Young people need expertise that gets them out of their chairs and to step away from their computers. Administrative ghost whisperers, younger staff or not, should seek out older staff. That experience should not be disregarded as a novelty. Institutional memory does not belong to processers or SAN, it is not stored in files or on disks. Harbored in silence, mystery, and memory is insight into the origin of technological triumphs and failures. Even visions of past success might inspire young staff now. Warnings about political and personality intrigue offer sound advice about what and who to stay away from. Stories gained by clandestine or unpopular ways may yield facts that cannot be read from technology companies’ marketing material, administrator manuals, blogs, or user groups. This is not a platitude about respecting your elders. It is about not repeating past mistakes. Repeating past mistakes may be beyond your control when political leadership, who are under pressure to come up with something “innovative,” reject an agency’s status quo, only to repeat the costly failure of the past, which they may willfully ignore. It is not your fault
I’m not a techno-sceptic, and, as an Enterprise Information Architect, I’m immersed in data architecture and technology most of the time. Today, I concentrate on knowing why, when, and where “data science” makes sense and when it does not. Does this matter to staff told to “code” first and ask questions later? Does this apply to “agile” or “application driven” software development?

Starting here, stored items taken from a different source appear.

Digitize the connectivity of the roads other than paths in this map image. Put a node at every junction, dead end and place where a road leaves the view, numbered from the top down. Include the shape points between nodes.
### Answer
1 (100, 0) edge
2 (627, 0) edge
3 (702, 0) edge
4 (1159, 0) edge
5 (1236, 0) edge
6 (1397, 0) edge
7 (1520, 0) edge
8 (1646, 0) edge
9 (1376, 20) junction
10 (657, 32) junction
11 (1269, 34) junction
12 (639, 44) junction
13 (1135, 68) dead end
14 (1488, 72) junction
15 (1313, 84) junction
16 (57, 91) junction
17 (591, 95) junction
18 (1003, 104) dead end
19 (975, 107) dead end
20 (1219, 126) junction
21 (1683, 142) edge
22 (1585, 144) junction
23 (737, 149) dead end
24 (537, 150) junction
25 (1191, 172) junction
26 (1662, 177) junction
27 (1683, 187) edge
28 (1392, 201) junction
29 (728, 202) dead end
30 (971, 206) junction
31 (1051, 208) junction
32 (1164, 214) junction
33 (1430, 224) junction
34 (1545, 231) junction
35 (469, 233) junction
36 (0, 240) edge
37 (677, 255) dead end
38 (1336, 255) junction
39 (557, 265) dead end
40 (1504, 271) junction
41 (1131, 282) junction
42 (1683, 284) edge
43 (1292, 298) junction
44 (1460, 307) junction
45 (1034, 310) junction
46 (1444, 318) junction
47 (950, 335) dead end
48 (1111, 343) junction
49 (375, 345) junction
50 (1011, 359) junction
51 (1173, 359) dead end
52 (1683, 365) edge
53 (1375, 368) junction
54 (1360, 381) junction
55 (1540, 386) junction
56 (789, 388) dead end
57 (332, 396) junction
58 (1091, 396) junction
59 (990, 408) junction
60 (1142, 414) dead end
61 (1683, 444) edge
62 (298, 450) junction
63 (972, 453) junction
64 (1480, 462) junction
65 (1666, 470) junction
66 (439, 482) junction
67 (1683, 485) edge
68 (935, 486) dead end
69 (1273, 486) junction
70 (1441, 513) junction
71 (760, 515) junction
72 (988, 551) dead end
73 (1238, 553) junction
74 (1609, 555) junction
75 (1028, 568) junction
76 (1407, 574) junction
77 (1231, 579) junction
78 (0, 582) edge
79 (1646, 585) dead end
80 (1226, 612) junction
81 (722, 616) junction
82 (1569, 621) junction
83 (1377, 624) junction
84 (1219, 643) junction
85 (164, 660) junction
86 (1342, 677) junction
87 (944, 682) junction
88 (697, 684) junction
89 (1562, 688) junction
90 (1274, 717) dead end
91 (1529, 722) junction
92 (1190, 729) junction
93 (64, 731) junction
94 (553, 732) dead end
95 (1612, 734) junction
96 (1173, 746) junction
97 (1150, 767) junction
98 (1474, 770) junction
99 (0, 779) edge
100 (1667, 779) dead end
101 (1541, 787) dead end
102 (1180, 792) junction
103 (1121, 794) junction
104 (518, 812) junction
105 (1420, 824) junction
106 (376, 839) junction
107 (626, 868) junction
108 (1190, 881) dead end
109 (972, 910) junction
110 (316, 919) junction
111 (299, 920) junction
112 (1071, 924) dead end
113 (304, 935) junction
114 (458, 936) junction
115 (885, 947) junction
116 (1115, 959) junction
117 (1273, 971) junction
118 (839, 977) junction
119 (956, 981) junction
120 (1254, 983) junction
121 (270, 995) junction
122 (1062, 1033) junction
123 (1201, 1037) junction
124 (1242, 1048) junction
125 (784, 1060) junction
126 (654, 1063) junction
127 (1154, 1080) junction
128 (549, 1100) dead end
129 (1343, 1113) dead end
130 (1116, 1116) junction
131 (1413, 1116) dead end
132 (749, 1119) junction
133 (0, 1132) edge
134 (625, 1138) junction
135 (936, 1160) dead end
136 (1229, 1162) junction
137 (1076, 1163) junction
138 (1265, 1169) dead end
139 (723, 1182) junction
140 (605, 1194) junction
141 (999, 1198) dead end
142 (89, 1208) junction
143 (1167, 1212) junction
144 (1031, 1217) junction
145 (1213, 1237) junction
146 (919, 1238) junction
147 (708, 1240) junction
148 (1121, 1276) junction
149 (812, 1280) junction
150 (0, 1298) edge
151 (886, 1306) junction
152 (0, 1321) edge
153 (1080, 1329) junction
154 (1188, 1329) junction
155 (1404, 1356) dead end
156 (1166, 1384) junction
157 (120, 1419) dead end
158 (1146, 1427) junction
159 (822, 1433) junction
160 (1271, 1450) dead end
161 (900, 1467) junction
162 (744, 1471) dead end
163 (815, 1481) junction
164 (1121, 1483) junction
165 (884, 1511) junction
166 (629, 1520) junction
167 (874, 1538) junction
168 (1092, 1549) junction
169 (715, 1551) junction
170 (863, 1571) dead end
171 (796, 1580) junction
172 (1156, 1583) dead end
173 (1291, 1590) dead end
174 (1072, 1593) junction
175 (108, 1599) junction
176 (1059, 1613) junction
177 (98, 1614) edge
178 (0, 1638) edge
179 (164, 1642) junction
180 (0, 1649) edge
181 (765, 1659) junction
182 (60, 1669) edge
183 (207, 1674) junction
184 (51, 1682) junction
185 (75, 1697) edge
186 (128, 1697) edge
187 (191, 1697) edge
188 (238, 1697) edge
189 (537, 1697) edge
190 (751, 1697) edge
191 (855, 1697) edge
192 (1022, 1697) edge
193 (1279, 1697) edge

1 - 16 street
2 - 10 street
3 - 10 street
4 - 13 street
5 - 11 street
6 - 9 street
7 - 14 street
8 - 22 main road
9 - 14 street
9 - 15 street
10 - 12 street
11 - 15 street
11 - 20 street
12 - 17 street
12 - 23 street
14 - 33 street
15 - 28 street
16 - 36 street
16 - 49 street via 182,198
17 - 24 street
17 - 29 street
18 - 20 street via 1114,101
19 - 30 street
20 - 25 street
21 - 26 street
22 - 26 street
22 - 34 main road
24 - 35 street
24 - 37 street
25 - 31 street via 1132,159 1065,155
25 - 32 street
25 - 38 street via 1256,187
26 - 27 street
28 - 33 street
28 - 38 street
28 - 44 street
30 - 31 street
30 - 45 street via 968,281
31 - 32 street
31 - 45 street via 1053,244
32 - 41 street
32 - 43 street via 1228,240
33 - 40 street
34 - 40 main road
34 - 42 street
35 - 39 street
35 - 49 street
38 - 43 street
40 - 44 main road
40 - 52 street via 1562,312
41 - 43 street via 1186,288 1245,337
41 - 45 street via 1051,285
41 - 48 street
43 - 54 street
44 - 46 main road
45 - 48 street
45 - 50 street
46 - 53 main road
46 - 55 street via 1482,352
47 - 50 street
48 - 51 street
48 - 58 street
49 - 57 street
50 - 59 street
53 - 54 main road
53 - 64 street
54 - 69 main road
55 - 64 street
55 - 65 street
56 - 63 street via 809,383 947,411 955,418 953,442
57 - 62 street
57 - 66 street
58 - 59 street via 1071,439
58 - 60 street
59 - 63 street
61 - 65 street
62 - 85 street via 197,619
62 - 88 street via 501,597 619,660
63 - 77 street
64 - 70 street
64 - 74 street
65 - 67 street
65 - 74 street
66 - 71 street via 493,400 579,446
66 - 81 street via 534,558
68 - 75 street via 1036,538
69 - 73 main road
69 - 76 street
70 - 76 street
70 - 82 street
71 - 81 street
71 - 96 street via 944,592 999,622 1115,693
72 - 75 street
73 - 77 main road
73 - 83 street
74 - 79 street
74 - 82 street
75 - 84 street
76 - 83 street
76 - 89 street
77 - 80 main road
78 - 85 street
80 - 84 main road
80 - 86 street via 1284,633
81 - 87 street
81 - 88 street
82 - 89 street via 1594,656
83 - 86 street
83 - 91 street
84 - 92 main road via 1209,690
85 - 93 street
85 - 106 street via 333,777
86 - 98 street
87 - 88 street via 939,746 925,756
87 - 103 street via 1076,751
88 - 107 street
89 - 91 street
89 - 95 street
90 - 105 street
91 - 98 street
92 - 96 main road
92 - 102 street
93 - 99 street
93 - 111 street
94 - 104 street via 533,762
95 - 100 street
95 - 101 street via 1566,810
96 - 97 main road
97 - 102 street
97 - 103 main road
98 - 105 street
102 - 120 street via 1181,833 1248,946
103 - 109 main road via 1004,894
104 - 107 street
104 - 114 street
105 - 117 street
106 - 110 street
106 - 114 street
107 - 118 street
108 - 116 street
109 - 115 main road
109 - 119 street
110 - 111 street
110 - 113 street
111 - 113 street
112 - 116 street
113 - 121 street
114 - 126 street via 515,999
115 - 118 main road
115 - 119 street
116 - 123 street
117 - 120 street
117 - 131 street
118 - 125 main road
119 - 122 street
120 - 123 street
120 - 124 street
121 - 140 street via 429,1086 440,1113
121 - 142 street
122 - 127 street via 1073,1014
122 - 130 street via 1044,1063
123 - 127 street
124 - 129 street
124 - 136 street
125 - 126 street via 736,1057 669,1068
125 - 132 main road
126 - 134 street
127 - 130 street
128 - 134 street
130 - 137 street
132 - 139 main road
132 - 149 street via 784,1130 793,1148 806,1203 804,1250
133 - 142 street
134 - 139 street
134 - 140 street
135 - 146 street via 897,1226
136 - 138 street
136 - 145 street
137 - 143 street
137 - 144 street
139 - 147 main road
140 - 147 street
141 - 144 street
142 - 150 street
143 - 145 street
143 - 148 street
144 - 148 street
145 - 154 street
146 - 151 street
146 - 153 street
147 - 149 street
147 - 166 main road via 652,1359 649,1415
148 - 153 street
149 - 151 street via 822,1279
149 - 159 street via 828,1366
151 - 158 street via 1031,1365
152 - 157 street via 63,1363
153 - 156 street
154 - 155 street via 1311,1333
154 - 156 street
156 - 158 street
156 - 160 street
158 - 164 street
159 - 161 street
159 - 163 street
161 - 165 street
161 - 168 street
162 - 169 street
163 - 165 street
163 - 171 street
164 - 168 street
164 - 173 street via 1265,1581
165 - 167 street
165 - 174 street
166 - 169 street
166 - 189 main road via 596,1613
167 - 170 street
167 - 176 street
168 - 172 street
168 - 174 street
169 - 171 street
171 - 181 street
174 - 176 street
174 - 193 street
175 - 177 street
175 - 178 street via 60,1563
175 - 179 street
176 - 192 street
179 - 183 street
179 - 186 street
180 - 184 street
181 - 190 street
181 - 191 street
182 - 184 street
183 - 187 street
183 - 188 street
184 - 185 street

We do not need homilies, panegyrics, memorials, or prizes dedicated to women and men who made current technology possible. Older agency staff need respect.
Dennis Crow is part of the GovLoop Featured Blogger program, where we feature blog posts by government voices from all across the country (and world!). To see more Featured Blogger posts, click here.
Great post Dennis! Thanks for sharing cool stories about folks you’ve met or lucky to be friends with! It’s very important to know when something makes sense and when it doesn’t – something most probably forget about simply because they don’t go straight to the source – the ones that were there at the beginning. Thanks again for sharing!
Dennis – thanks for the tidbits about ghosts of technologies past! It’s important to take a look back to appreciate progress, and those who laid the tracks to get us where we are today.